Sir Ken Robinson: Knowledge Is a Collaborative and Dynamic Process

Each Tableau user has a story to tell. A popular theme is that visualizing data leads to insights that were never before seen. The hero of this story is the one who sees and understands data using Tableau. But what about this insight? Rarely do we ponder where creative and insightful people come from. According to Sir Ken Robinson, they are made by nurturing their unique talents and passions.

Each Tableau user has a story to tell. A popular theme is that visualizing data leads to insights that were never before seen. The hero of this story is the one who sees and understands data using Tableau.

But what about this insight? Rarely do we ponder where creative and insightful people come from. According to Sir Ken Robinson, they are made by nurturing their unique talents and passions.

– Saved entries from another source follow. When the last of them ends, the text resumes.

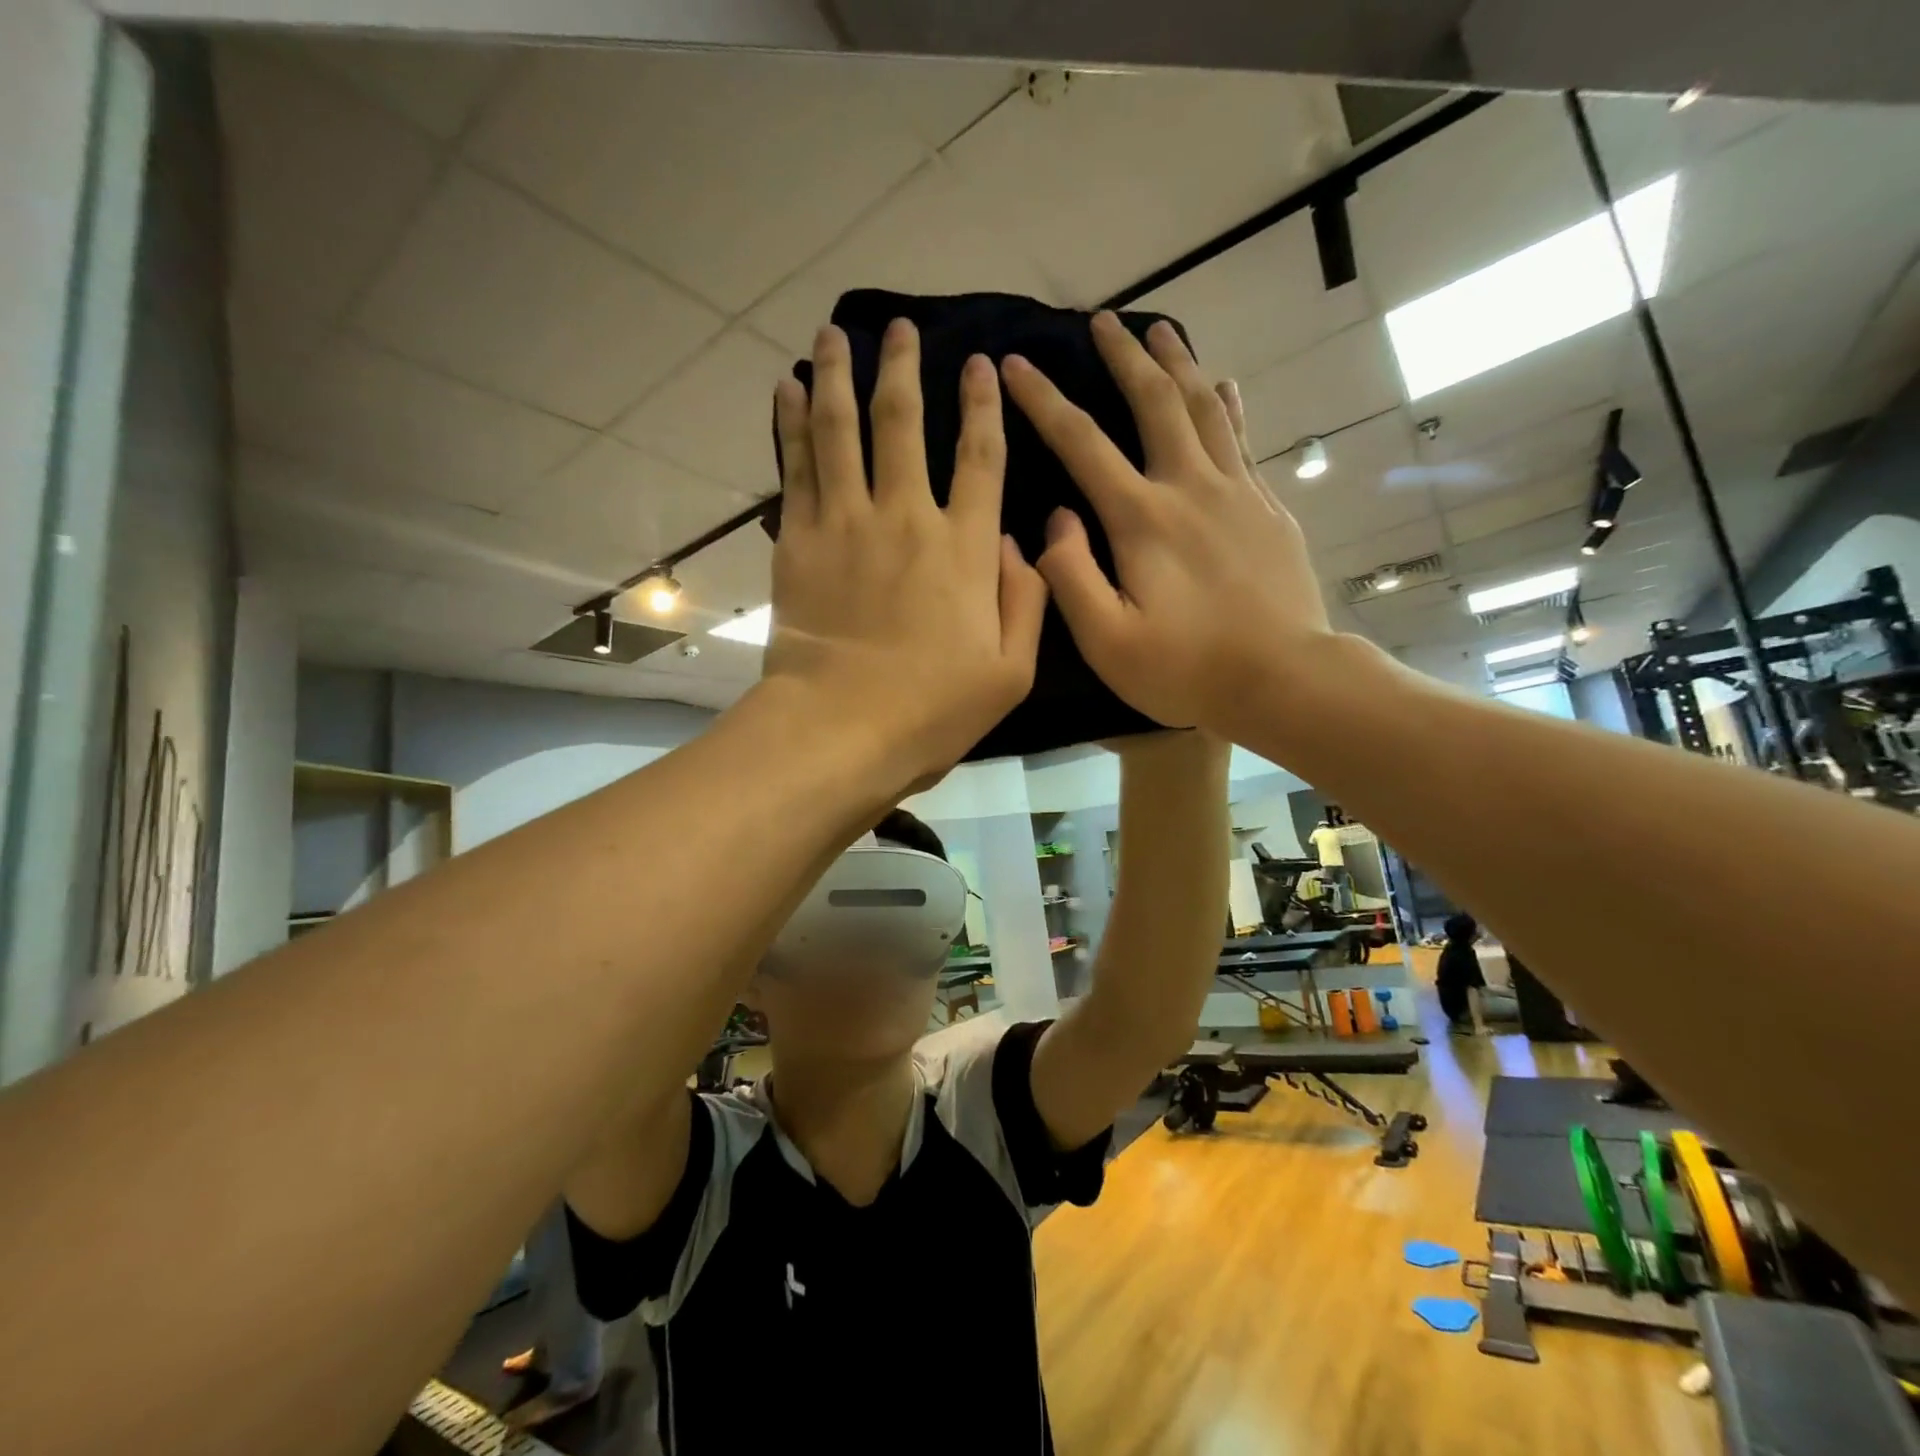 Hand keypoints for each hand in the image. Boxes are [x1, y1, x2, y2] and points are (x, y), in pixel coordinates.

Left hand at [764, 320, 1047, 785]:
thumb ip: (1025, 600)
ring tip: (835, 332)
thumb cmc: (932, 710)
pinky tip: (789, 388)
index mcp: (964, 549)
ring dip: (840, 374)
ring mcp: (846, 524)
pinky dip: (791, 423)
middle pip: (903, 423)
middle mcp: (905, 518)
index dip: (982, 406)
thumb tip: (1016, 543)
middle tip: (900, 327)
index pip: (980, 458)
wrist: (841, 729)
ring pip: (841, 429)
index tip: (979, 364)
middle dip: (903, 366)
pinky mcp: (799, 541)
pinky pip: (795, 467)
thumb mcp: (1011, 672)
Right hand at [1001, 312, 1332, 736]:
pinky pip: (1242, 439)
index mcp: (1141, 518)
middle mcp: (1189, 487)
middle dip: (1123, 356)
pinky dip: (1227, 405)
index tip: (1014, 364)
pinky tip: (1223, 386)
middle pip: (1154, 401)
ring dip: (1178, 364)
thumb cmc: (1186, 669)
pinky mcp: (1267, 508)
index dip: (1043, 400)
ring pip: (1204, 407)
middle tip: (1103, 320)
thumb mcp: (1107, 641)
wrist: (1284, 680)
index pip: (1081, 442)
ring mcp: (1236, 492)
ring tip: (1160, 330)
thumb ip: (1070, 576)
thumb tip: (1055, 519) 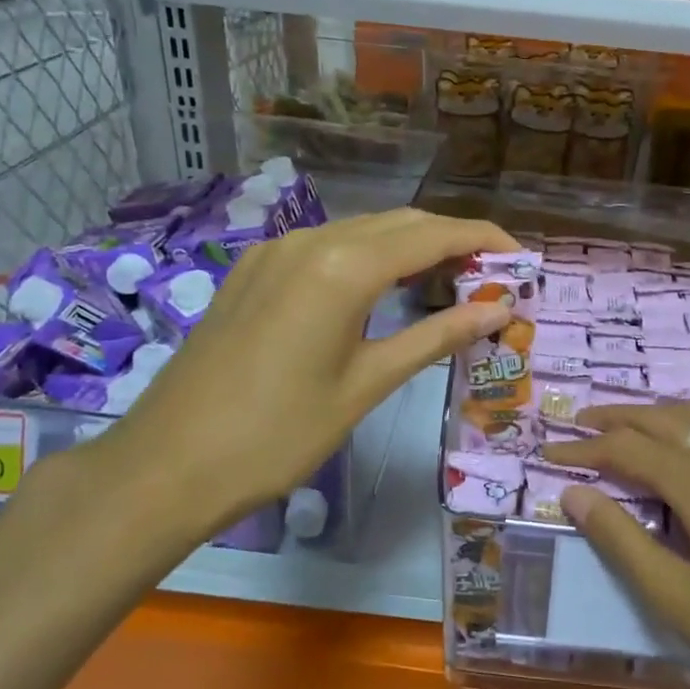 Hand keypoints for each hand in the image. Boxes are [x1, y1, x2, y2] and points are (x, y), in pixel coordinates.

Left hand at [86, 208, 515, 550]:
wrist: (167, 465)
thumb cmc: (278, 435)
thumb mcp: (367, 385)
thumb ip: (436, 336)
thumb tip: (499, 308)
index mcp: (342, 266)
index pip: (433, 234)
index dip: (484, 239)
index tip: (522, 258)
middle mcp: (308, 241)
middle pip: (399, 223)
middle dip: (452, 241)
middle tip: (492, 278)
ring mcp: (274, 252)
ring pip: (361, 231)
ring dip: (410, 248)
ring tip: (449, 284)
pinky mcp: (253, 271)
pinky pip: (326, 248)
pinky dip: (368, 258)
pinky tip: (382, 291)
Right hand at [542, 402, 689, 688]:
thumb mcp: (685, 605)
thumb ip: (625, 543)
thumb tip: (574, 494)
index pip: (626, 450)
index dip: (582, 450)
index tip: (547, 455)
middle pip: (663, 420)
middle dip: (615, 418)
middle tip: (578, 423)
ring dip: (658, 414)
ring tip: (629, 425) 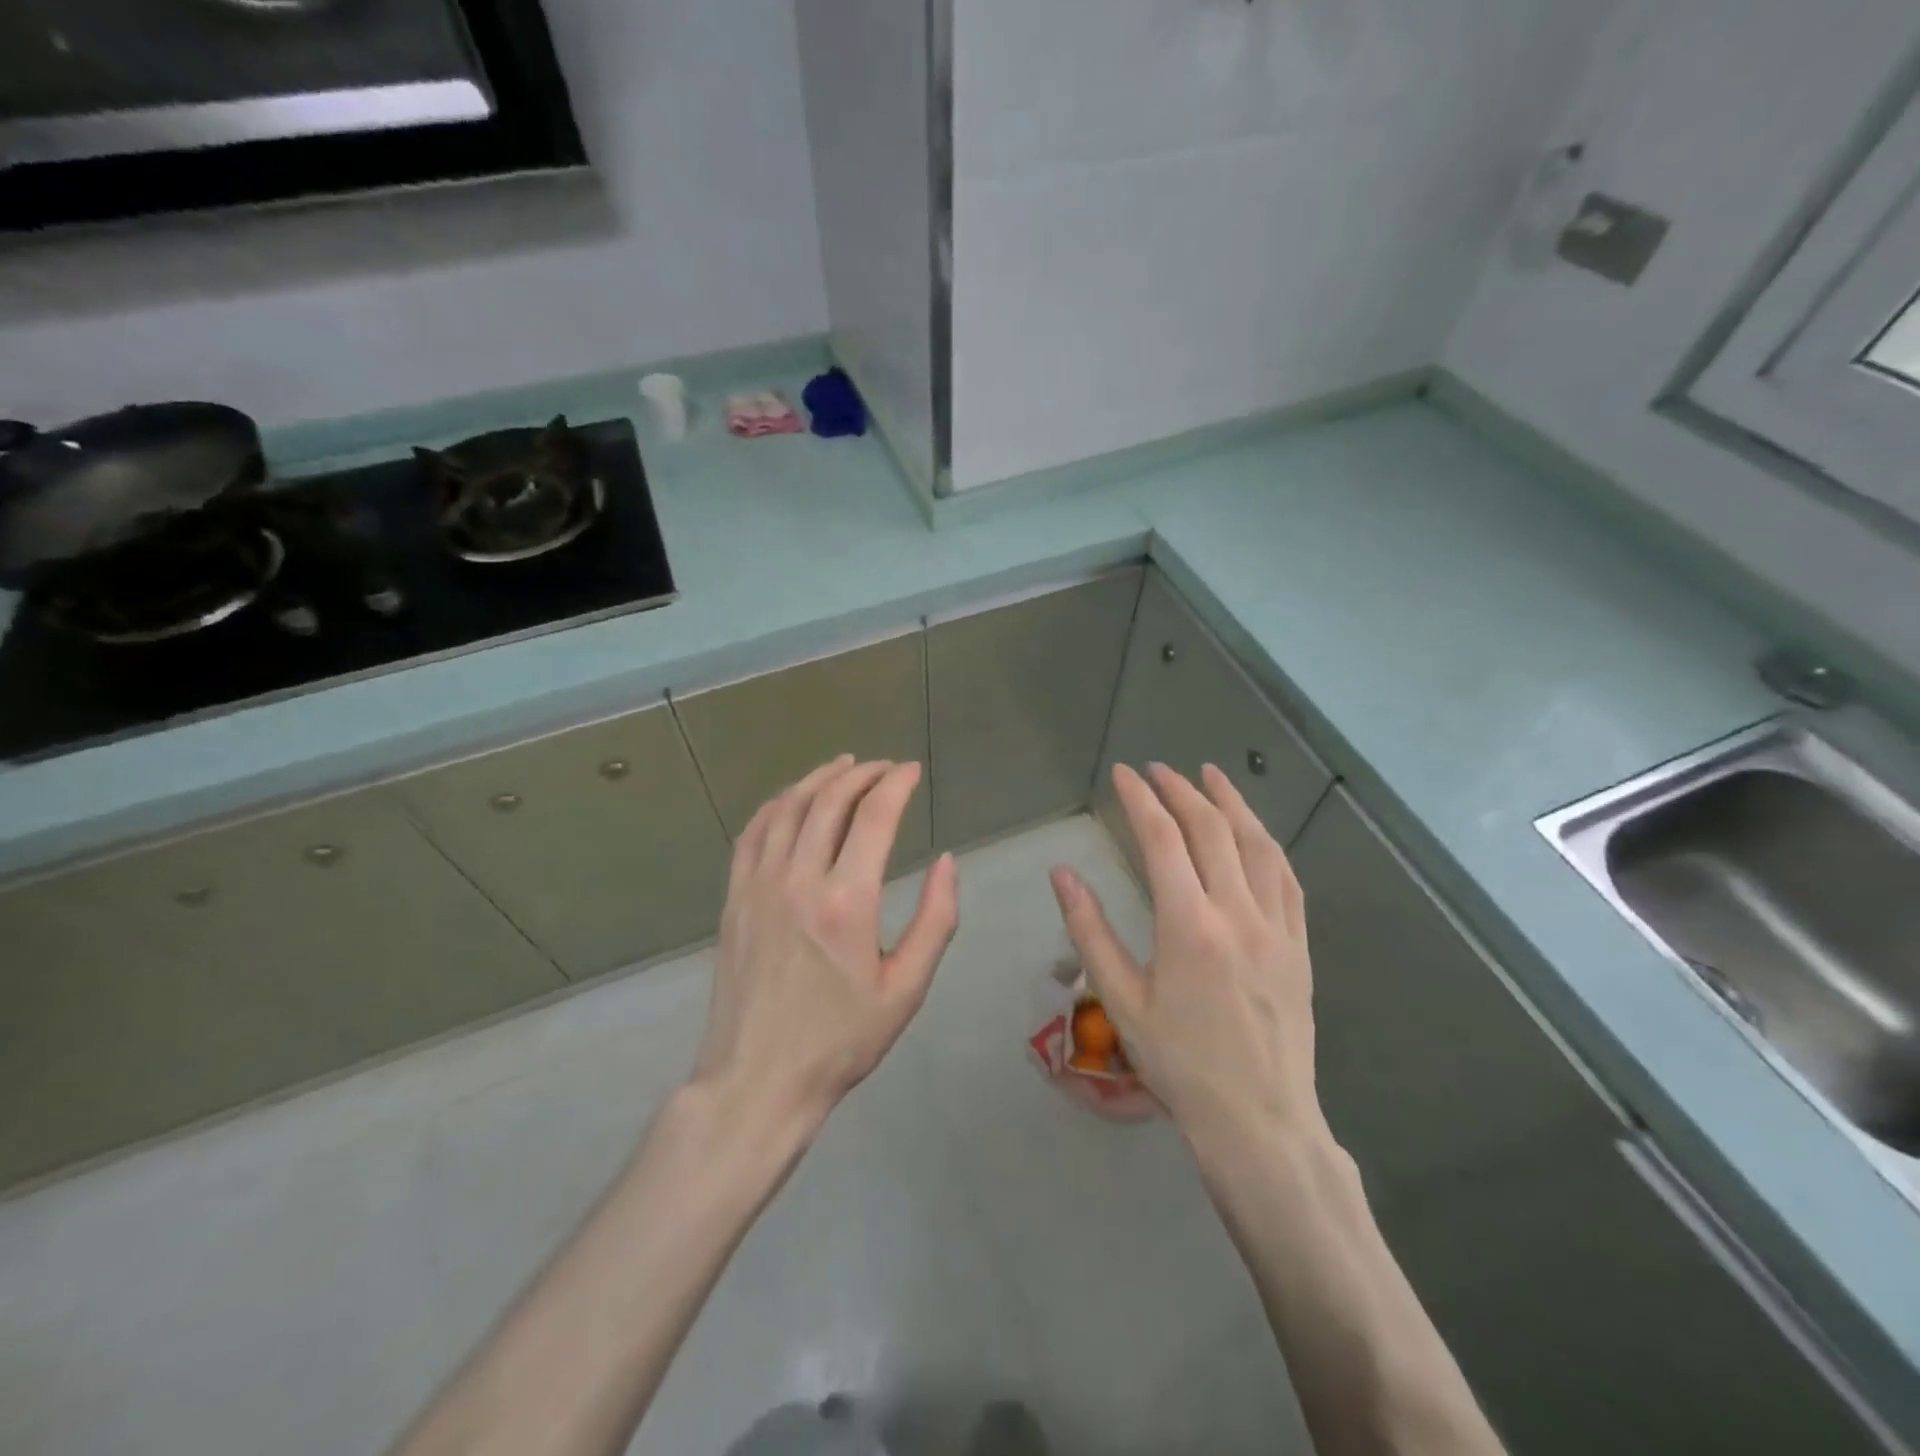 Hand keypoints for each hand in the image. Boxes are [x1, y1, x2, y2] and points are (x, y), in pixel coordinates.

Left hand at [693, 756, 958, 1130]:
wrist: (759, 1079)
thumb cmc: (841, 1039)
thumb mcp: (907, 989)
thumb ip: (935, 920)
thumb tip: (947, 861)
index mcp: (847, 902)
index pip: (874, 816)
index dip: (896, 783)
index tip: (912, 771)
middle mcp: (798, 880)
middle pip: (830, 801)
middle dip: (863, 774)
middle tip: (886, 768)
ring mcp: (758, 885)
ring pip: (788, 808)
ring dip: (819, 779)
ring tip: (844, 766)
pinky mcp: (734, 898)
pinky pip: (753, 832)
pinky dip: (777, 804)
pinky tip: (792, 799)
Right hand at [1050, 763, 1322, 1150]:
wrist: (1258, 1120)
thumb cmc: (1180, 1064)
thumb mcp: (1122, 1000)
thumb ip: (1089, 931)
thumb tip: (1063, 873)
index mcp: (1189, 926)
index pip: (1162, 839)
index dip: (1141, 799)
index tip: (1124, 774)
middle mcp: (1238, 914)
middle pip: (1211, 830)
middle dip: (1181, 791)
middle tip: (1158, 770)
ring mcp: (1277, 927)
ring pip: (1256, 845)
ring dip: (1232, 803)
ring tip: (1211, 775)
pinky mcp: (1299, 945)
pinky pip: (1286, 878)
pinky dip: (1266, 843)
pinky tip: (1254, 832) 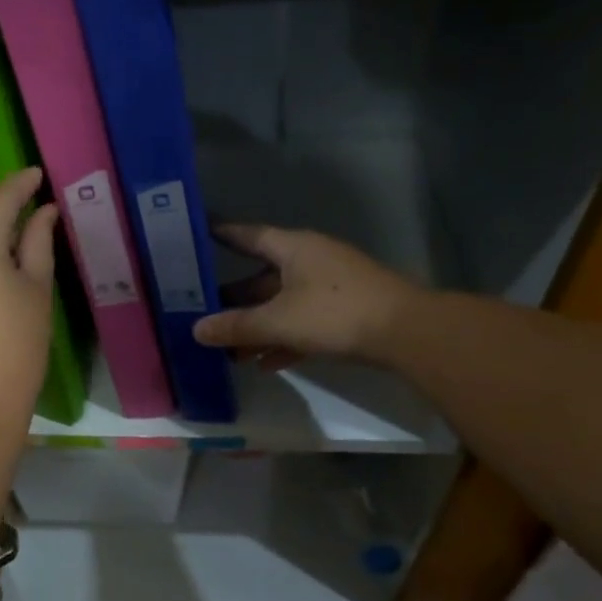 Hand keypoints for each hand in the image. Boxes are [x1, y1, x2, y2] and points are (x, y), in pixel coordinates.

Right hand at [192, 225, 420, 370]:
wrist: (406, 333)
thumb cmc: (334, 313)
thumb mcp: (278, 321)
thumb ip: (236, 326)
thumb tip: (195, 330)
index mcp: (293, 248)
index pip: (248, 235)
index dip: (222, 235)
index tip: (195, 236)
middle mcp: (310, 260)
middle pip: (261, 278)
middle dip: (233, 299)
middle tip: (201, 313)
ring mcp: (329, 286)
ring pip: (282, 304)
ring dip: (257, 327)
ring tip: (228, 351)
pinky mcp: (344, 312)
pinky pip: (303, 322)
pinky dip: (283, 340)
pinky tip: (265, 365) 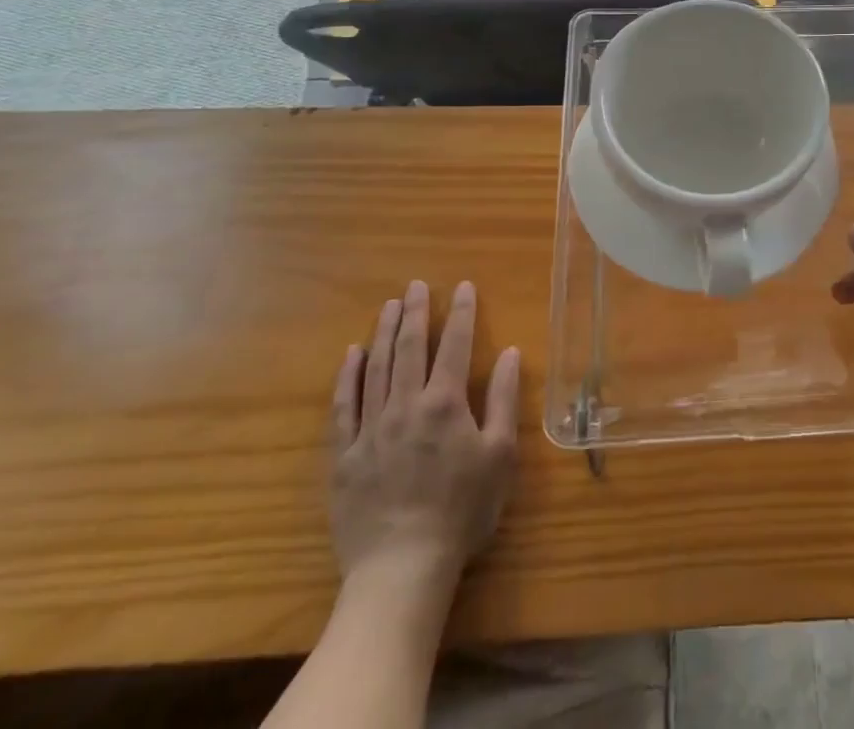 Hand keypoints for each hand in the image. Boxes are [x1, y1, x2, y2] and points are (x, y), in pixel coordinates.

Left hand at [329, 280, 519, 599]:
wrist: (401, 568)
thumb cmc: (461, 510)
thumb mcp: (498, 455)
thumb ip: (502, 399)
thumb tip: (509, 353)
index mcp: (445, 403)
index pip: (454, 345)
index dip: (460, 312)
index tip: (462, 286)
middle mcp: (405, 405)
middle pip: (410, 348)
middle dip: (415, 312)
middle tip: (415, 285)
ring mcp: (371, 428)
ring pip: (377, 368)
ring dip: (385, 333)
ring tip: (389, 306)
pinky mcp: (344, 455)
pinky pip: (343, 406)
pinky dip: (347, 376)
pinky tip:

“We are all born with immense natural talents, capacities, and possibilities,” he said during his keynote speech at TC15. In Robinson’s view of the future, talent and passion combine to create opportunities for work that feeds the soul and not just the wallet.

Robinson shared an inspiring talk on creativity, and why we should care about education and its impact on the creativity of our next generation of students.

He offered a witty and wry condemnation of the No Child Left Behind Act of 2001. He described the current U.S. educational system as one organized around conformity to a single core curriculum, and compliance that emphasizes standardized testing. There’s this notion that we can predict which job a particular student will have in the future, then build a linear curriculum based on that single job. Robinson called this “linearity of study.”

“Life is not linear. It is organic. We create our own life as we live it,” he said.

The future holds jobs building technologies that have not yet been invented. And it would be a mistake to lock in on the present as we do not know what the future holds, according to Robinson.

“The truth is nobody does know everything. You simply cannot,” he said. “Knowledge and understanding is a collaborative activity. It is a social fabric we all weave together. We all make our contribution and depend on things other people know for the security of our own knowledge. It’s a collaborative and dynamic process.”

Technology is shaping our culture at an accelerating pace, and only in our mind’s eye will we see what the future may bring.

Robinson proposes emphasizing diversity over conformity and nurturing unique talents in an interdisciplinary curriculum. That approach will help create a successful educational system that supports the as-yet-unknown challenges of the future.

“From imagination comes a whole set of other powers we call creativity,” he said. “Creativity is putting your imagination to work.”